Com a reabertura gradual da economia, a renda da população foi direcionada para serviços que estavam fechados como restaurantes, viagens e entretenimento, diminuindo o gasto com construção.
Atualmente acredita-se que o gasto com obra tenha retornado para nível inferior a 2% da renda familiar, perdendo o ganho registrado em 2020.
Perspectivas
Para o diretor do SNIC, o ano de 2022 apresenta inúmeras incertezas no cenário político e econômico, nacional e internacional, que vem afetando a indústria do cimento. “Diante desse cenário é fundamental termos outros indutores de demanda por cimento, como a volta do investimento em infraestrutura e habitação por parte do governo. Nos últimos anos percebemos uma tímida retomada das obras de infraestrutura, mas ainda muito aquém das necessidades brasileiras. O programa habitacional Casa Verde Amarela, por exemplo precisa ser alavancado e desempenhar seu papel em diminuir o enorme déficit habitacional existente”, afirma.
Sobre o SNIC
Fundado em 1953, o Sindicato Nacional da Indústria do Cimento foi constituído para fins de estudo, divulgação e representação legal da Indústria do Cimento junto às autoridades administrativas e judiciárias, os interesses gerais da categoria e os interesses individuais de seus associados.
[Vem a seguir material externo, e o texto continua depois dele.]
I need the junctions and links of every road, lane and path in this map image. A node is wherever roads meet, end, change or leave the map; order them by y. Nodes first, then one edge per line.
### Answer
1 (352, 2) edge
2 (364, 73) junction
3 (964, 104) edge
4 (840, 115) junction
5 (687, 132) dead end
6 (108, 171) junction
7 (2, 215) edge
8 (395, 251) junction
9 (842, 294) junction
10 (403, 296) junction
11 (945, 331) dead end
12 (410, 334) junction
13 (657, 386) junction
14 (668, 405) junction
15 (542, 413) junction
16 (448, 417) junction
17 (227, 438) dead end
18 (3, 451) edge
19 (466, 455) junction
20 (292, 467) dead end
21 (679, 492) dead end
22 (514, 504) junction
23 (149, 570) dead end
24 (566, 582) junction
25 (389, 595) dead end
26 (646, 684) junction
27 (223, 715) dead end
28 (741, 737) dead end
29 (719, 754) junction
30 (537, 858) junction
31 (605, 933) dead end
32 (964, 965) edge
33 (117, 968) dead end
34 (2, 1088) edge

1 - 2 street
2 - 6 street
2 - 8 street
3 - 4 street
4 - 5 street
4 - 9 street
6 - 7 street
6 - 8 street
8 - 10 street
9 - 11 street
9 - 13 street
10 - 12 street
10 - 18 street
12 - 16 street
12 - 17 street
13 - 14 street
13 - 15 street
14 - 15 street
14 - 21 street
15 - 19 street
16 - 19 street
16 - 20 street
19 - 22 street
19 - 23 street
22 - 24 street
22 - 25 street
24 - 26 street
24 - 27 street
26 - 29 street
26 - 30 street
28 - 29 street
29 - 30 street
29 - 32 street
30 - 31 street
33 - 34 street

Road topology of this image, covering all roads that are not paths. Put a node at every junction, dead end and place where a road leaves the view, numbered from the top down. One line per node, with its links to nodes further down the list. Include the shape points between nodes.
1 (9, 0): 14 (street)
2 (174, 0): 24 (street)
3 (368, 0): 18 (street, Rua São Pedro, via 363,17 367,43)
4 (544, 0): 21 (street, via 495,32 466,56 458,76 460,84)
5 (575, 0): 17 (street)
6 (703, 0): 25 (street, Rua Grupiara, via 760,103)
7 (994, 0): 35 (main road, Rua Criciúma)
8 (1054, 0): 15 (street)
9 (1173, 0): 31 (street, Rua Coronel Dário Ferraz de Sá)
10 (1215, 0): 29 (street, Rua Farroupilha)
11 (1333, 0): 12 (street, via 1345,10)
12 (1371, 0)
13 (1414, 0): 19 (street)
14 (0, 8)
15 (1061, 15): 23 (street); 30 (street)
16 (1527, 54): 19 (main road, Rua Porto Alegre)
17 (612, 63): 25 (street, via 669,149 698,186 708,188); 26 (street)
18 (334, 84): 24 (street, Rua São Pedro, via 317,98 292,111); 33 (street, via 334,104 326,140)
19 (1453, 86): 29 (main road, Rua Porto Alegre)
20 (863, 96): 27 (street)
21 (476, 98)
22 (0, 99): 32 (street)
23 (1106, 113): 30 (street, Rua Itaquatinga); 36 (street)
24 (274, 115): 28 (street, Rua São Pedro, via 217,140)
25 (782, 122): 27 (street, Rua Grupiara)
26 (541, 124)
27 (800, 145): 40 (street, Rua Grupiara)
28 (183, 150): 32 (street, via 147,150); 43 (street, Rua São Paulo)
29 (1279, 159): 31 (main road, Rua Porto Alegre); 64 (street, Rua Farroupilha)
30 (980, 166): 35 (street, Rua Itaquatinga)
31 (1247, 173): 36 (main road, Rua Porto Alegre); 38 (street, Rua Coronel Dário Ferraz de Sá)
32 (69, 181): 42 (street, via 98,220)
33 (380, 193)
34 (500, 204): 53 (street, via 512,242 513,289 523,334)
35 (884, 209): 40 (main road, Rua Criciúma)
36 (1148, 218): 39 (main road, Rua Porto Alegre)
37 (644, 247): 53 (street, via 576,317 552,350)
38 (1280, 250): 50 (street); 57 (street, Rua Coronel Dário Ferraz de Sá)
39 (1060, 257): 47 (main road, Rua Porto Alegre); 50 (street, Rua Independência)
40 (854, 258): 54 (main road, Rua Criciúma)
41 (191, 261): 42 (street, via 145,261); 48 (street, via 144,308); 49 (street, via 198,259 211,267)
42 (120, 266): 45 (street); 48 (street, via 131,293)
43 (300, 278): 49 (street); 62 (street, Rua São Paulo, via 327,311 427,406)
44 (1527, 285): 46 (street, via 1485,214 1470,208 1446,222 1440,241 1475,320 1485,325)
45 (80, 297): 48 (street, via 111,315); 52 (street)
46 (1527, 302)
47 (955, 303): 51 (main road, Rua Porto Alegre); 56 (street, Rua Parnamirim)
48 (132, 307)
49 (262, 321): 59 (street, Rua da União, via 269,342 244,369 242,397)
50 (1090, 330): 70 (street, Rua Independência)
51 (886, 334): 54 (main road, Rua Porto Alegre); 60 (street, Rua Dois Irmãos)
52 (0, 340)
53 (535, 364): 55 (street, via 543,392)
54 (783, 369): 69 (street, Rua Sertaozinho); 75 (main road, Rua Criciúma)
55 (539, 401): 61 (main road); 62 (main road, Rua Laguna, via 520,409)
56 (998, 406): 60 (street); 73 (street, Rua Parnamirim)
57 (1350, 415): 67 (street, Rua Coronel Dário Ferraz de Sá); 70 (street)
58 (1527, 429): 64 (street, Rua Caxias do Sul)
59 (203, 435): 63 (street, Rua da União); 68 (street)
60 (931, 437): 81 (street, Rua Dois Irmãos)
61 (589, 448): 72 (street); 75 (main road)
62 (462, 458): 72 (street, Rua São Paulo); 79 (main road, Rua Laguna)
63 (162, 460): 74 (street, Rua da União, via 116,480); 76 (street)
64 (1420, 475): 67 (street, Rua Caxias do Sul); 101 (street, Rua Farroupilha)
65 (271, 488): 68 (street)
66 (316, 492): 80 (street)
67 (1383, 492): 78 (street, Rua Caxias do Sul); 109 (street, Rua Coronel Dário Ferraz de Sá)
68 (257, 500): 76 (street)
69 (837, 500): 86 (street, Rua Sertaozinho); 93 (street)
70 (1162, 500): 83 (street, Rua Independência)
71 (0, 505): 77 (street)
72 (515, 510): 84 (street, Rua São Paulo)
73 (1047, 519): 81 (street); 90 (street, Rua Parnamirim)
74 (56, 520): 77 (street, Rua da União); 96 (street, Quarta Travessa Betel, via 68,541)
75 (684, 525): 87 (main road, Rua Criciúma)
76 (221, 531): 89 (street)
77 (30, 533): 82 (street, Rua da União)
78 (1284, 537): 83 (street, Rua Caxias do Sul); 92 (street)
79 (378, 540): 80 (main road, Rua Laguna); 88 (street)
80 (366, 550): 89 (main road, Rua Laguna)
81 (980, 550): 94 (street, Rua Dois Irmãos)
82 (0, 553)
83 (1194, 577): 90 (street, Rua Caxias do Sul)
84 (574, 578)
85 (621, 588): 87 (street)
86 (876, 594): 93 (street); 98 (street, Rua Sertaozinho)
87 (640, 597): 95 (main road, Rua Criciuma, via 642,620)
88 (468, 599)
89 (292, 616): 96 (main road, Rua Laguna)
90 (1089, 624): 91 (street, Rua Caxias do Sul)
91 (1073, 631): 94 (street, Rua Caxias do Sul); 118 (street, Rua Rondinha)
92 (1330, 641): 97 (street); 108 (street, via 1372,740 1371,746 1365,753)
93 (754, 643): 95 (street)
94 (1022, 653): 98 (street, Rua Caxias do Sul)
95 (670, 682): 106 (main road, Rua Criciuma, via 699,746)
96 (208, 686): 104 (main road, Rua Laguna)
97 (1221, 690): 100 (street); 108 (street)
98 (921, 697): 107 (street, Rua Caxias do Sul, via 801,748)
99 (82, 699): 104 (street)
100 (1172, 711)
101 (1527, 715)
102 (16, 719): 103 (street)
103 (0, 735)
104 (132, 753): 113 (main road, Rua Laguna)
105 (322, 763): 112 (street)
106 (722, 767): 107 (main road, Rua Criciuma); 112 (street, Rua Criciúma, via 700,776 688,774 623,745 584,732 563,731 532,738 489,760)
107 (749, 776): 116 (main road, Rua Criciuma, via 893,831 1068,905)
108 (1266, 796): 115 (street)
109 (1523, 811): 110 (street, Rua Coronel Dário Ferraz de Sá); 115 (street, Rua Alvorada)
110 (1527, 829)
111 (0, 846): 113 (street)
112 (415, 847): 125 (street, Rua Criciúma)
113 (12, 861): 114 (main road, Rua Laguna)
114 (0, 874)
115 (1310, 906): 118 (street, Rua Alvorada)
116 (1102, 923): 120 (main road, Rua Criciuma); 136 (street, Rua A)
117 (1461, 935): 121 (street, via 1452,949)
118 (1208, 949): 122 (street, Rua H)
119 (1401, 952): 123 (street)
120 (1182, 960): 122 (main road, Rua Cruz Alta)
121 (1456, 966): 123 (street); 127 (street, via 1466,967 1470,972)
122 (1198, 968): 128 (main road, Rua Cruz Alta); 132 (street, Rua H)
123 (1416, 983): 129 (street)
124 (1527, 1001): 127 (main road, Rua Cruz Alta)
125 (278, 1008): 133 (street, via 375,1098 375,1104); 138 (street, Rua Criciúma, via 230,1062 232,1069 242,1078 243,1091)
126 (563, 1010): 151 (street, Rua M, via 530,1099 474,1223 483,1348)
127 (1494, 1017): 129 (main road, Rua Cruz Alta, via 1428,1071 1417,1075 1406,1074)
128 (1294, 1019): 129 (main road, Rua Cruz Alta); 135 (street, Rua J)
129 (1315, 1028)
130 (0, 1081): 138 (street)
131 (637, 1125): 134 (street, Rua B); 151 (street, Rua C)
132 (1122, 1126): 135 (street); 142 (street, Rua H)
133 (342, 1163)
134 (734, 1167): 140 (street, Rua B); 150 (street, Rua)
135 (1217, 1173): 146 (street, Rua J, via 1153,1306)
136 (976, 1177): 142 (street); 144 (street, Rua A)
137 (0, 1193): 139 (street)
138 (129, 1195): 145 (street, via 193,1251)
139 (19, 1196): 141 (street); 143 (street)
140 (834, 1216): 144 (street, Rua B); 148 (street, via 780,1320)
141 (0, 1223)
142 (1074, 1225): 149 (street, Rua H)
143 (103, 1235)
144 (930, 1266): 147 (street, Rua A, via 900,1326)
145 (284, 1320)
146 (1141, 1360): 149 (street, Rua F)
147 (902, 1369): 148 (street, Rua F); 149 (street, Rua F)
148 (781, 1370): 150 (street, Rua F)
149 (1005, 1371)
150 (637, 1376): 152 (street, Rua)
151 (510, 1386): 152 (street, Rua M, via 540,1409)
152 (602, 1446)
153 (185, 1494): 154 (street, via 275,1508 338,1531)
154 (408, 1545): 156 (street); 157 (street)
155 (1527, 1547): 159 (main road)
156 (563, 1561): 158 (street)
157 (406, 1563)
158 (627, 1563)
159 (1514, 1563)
Entre suas principais atuações estão a colaboração com o Estado, como órgão técnico e consultivo, no estudo e solução dos problemas relacionados à indústria do cimento, e a prestação de serviços de assistência jurídica e técnica aos seus associados nos assuntos econômicos, tributários, meio ambiente, mineração, prevenção de acidentes e segurança do trabalho.